Why are scientists so interested in perovskites, the organic-inorganic halide materials that can convert sunlight into electricity? Because they are cheap to produce, flexible, and, at least in theory, could be sprayed on to just about any surface — the exterior of buildings, windows, roofs, parking lots, bridges, highway barriers — to capture more energy from the sun than any other product known to science.
You really need to have a doctorate in chemistry and electrical engineering to understand what makes perovskites so fascinating. Suffice it to say to people of ordinary intelligence like myself, if the quest is to electrify everything in order to prevent the world from becoming a burned out cinder, perovskites may be exactly what we need to reach that goal.
But perovskites have several drawbacks. They are not as durable or efficient as traditional silicon solar cells. Yet any lack of efficiency could be more than made up for if the area available for producing electricity is increased by several orders of magnitude. Imagine if every building in every city around the world were able to able to supply electricity to the building occupants or to the local grid during daylight hours every day of every year. You see where this is going, right?
Chemistry is dauntingly complex. Take all the elements and all the compounds that can be made with those elements, mix them all together, and you are left with millions of possible combinations. Now add in liquid versus solid configurations, efficiency, longevity, and cost and the total number of combinations are in the billions. Sorting through them by hand would take decades if not centuries to complete.

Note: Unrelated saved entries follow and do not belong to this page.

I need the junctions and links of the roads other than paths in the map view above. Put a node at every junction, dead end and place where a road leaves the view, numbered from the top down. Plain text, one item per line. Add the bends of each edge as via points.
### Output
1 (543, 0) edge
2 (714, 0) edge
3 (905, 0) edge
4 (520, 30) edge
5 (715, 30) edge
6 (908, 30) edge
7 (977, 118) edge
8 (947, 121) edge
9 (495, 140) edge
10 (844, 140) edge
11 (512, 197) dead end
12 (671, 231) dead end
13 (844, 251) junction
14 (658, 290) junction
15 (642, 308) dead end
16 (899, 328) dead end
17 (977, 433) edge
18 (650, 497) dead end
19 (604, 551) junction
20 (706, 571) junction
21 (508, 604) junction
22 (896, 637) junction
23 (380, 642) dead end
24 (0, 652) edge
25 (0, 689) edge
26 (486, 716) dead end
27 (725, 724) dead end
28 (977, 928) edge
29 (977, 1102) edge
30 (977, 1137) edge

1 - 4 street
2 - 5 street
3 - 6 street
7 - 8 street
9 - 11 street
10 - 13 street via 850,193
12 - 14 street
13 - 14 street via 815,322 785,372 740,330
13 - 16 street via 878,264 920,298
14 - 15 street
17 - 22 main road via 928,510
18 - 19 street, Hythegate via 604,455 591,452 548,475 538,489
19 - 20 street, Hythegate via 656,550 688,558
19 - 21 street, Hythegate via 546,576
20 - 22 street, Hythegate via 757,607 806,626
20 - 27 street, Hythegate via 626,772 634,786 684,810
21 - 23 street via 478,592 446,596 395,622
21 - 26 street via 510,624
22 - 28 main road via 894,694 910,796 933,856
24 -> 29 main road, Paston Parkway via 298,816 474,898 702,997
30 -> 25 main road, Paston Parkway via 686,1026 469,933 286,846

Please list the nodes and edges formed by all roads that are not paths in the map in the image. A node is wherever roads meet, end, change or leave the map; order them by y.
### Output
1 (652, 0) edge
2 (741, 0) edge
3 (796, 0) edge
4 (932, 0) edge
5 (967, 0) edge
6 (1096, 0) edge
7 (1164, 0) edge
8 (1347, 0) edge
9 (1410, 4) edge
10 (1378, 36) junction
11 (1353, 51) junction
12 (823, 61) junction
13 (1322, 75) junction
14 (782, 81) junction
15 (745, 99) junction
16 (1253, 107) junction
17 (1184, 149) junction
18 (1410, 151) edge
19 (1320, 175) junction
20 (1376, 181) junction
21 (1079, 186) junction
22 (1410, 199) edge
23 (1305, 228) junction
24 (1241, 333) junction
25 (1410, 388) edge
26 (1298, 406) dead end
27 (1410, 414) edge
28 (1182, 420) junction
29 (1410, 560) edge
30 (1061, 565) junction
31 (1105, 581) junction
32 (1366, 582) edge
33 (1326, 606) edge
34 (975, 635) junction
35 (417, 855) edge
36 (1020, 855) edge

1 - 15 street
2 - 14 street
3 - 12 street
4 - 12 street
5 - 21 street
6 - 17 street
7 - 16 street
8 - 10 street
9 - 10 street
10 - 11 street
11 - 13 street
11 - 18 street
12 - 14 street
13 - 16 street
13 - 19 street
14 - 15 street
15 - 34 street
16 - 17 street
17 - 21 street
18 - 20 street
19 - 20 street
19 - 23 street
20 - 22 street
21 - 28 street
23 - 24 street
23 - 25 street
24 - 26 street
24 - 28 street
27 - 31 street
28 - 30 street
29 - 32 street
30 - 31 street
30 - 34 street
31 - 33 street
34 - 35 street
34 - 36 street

Researchers at the University of Central Florida think artificial intelligence could help move that process forward faster. The team’s work so impressed the editors of the journal Advanced Energy Materials, they decided to make it the cover story of their December 13 edition.
The research was led by Jayan Thomas, an associate professor at the UCF’s NanoScience Technology Center. The team reviewed more than 2,000 peer-reviewed publications about perovskites and collected more than 300 data points and then fed into the AI system they created. The system was able to analyze the information and predict which perovskites recipe would work best, according to UCF.
“This can be a guide to design new materials as evidenced by our experimental demonstration,” Thomas says. “Our results demonstrate that machine learning tools can be used for crafting perovskite materials and investigating the physics behind developing highly efficient perovskite solar cells.” If Thomas and his team are correct, AI could help identify the best formula to create a world standard, leading to spray-on solar cells within a generation or two.
“This is a promising finding because we use data from real experiments to predict and obtain a similar trend from the theoretical calculation, which is new for PSCs. We also predicted the best recipe to make PSC with different bandgap perovskites,” says Thomas and his graduate student, Jinxin Li, who is the first author of this paper. “Perovskites have been a hot research topic for the past 10 years, but we think we really have something here that can move us forward.” And not a moment too soon.